- [Task directions]
Find all lines in the records that include the word "Turnerstraße", and copy them out.

- [Task input]
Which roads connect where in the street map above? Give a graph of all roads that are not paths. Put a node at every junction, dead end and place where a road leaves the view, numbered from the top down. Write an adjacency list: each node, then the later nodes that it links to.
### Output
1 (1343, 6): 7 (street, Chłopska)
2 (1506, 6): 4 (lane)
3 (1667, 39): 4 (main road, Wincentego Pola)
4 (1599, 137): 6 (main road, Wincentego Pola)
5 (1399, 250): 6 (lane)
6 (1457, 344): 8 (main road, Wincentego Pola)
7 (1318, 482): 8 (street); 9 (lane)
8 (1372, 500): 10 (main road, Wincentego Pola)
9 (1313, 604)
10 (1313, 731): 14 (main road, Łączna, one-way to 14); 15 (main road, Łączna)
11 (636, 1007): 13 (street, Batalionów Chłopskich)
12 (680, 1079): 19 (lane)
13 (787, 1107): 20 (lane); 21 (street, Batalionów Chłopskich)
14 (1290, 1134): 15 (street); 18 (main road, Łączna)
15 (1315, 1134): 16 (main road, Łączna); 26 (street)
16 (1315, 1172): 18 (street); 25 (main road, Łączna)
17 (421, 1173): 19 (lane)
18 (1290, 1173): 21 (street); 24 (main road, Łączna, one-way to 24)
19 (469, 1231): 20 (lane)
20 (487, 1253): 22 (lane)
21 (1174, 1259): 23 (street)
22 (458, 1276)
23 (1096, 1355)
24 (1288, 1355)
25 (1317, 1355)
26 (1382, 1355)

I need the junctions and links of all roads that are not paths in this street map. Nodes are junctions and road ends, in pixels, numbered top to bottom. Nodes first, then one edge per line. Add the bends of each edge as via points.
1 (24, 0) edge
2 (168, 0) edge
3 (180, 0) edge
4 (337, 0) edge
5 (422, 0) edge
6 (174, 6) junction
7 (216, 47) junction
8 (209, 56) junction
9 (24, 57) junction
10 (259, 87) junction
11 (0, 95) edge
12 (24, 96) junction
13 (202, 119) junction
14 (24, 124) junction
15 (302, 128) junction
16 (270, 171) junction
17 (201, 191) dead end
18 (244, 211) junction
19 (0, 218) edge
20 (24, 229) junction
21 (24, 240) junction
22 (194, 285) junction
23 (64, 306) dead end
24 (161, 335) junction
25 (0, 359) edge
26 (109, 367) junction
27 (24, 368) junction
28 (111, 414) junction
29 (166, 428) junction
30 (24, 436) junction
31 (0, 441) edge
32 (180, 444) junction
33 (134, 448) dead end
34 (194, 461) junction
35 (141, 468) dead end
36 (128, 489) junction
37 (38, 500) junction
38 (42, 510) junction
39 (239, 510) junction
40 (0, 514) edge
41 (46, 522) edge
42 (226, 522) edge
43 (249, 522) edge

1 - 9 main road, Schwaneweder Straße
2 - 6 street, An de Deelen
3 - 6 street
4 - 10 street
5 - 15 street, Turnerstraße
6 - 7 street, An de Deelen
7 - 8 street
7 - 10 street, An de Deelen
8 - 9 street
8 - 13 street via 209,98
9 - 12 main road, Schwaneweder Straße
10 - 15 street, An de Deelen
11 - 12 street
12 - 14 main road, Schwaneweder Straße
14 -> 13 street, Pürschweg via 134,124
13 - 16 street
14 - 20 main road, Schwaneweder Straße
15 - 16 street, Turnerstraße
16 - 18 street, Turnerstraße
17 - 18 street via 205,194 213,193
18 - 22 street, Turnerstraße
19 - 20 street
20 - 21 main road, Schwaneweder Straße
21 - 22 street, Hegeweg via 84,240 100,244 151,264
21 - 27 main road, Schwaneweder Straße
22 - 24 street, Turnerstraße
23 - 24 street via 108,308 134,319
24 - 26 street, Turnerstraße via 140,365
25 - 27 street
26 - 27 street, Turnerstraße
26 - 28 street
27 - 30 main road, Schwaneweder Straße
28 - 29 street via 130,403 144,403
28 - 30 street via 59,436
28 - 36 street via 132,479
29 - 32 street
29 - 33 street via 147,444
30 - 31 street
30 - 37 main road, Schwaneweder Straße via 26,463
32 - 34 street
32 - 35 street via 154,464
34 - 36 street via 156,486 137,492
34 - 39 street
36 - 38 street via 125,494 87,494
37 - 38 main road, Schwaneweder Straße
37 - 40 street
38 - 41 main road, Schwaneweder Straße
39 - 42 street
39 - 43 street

- [Result]
5 - 15 street, Turnerstraße
15 - 16 street, Turnerstraße
16 - 18 street, Turnerstraße
18 - 22 street, Turnerstraße
22 - 24 street, Turnerstraße
24 - 26 street, Turnerstraße via 140,365
26 - 27 street, Turnerstraße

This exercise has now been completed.